In order to validate the equation 'existence = individual = body', contemporary _doxa_ must bravely absorb humanity into an overstretched vision of animality. 'Human rights' are indistinguishable from the rights of the living — that is, the rights of the living being to remain a desolate individual aspiring to enjoyment. Mortal bodies. Suffering lives. The humanist protection of all animals, humans included: such is the norm of contemporary materialism. It supplies contemporary materialism with its scientific name, 'bioethics'. The progressive inversion [_envers progressiste_] of bioethics borrows its own name from Foucault: 'biopolitics'.
This materialism is therefore a materialism of life. It is a bio-materialism.
Moreover, it is essentially a _democratic_ materialism. This is because the contemporary consensus, in recognizing the plurality of languages, presupposes their juridical equality. That is why the absorption of humanity into animality culminates in the identification of the human animal with the diversity of its subspecies and with the democratic rights that inhere in this diversity. This time, the progressive inversion of this stance borrows its name from Deleuze: 'minoritarianism'.
Communities and cultures, colours and pigments, religions and religious orders, traditions and customs, disparate sexualities, public intimacies and the publicity of the intimate: everything and everyone deserves to be recognized and protected by the law.
Having said that, democratic materialism acknowledges a global limit to its polymorphous and animalistic tolerance. A language that does not recognize the universal juridical and normative equality of languages does not deserve to benefit from this equality. A language that claims to regulate all the others, to rule over all bodies, will be termed dictatorial and totalitarian. Then it is no longer a matter of tolerance, but of our 'right to intervention': legal, international and, if necessary, military intervention. Aggressive actions serve to rectify our universalistic claims, along with our linguistic sectarianism.
Bodies will be made to pay for their excesses of language.
That is how a violent Two (the war against terrorism, democracy against dictatorship — at any cost!) sustains the juridical promotion of the multiple. In the final analysis, war, and war alone, makes possible the alignment of languages.

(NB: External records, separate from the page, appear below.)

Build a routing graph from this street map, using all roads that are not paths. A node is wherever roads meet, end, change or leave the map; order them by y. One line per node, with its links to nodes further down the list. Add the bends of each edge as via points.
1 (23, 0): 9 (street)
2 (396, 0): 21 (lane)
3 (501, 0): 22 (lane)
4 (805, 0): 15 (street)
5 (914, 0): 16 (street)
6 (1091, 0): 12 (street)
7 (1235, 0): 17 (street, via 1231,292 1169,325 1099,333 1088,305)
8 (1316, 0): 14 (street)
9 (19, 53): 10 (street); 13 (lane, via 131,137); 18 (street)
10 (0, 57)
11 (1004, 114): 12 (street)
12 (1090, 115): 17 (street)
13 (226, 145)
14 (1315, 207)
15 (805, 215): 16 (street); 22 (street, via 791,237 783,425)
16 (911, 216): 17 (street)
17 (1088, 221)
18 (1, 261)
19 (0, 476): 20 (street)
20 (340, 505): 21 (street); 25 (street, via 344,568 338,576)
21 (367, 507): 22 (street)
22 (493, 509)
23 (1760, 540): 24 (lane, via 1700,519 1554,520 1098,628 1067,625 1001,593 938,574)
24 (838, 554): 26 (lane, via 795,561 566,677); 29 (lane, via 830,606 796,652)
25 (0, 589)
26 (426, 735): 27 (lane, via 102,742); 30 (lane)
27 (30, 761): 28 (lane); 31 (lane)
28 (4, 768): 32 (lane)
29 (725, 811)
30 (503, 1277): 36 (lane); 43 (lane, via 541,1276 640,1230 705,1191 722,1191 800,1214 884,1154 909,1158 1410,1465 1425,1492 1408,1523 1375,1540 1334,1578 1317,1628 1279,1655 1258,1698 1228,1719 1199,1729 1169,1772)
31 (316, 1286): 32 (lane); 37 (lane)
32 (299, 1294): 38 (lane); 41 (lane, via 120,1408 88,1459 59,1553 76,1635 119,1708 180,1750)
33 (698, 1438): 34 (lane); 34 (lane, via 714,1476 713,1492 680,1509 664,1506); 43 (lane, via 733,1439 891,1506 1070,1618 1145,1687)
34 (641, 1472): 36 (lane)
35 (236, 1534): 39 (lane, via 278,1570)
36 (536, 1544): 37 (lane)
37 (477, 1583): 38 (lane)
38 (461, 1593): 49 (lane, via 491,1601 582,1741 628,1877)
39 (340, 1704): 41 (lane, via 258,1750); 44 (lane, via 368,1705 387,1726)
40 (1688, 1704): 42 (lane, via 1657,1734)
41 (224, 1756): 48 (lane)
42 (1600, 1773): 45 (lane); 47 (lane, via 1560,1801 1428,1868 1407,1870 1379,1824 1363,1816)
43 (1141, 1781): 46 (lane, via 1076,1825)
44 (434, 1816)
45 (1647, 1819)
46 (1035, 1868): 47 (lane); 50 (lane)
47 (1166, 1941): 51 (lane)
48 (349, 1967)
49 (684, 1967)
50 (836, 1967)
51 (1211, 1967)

War is the barely hidden materialist essence of democracy. This is something we can already see, and shall not stop seeing, as this new century unfolds, if we do not manage to cut short the effects of the following maxim (which nonetheless guides us, irresistibly): 'There are only bodies and languages.'
_Logics of Worlds_ deploys a fair amount of science to the task of a somewhat fastidious examination of democratic materialism. What name can we give to the theoretical ideal under whose aegis this examination is carried out? Many a good mind has been tempted by versions of an aristocratic idealism. Often under the shelter provided by a communist vocabulary, this was the stance taken by the surrealists, and then by Guy Debord and his nihilist heirs: to institute the secret society of the few surviving creators. It is also the speculative wish of what remains most commendable within the Heideggerian heritage: practically to safeguard, in the secret sharing enabled by the writings in which the question dwells, the possibility of a Return. However, since such a preservation — intended to sustain the hope that the intellectual and existential splendours of the past will not be abolished — has no chance of being effective, it is inadequate to the creation of a concept for the coming times. The struggle against forms of nostalgia, often waged as a war against decadence, is not only endowed — as it already was in Nietzsche — with a martial and 'critical' image, but is also marked by a kind of delectable bitterness. All the same, this struggle is always already lost. And while defeat may have its poetics, there is no philosophy of defeat. Philosophy, in its very essence, elaborates the means of saying 'Yes!' to the previously unknown thoughts that hesitate to become the truths that they are.
But if we refuse to counter 'democratic materialism' with its formal opposite, which is indeed 'aristocratic idealism', what will be our own (still insufficient) name? After much hesitation I have decided to name my enterprise — or, rather, the ideological atmosphere in which it gives vent to its most extreme tension — a _materialist dialectic_.
This is surely to conjure up a phrase from the realm of the dead! Wasn't my teacher Louis Althusser, more than thirty years ago, already one of the last to make noble use (not without some misgivings) of the phrase 'dialectical materialism'? And Stalin? He is no longer what he once was, not even in his reputation as exemplary state criminal (a role in which, in these last years, he has been overshadowed by Hitler). But he nevertheless remains an unwelcome reference: didn't Stalin spell out, under the heading 'Historical Materialism and Dialectical Materialism', the most starkly formalist principles of a communist subjectivity whose paradoxical radiance now seems inexplicable? What is one to do with such a black sun? With a 'beheaded sun'?[2] Does the inversion of the terms — turning materialism into the adjective — suffice to shield me from the fatal accusation of archaism?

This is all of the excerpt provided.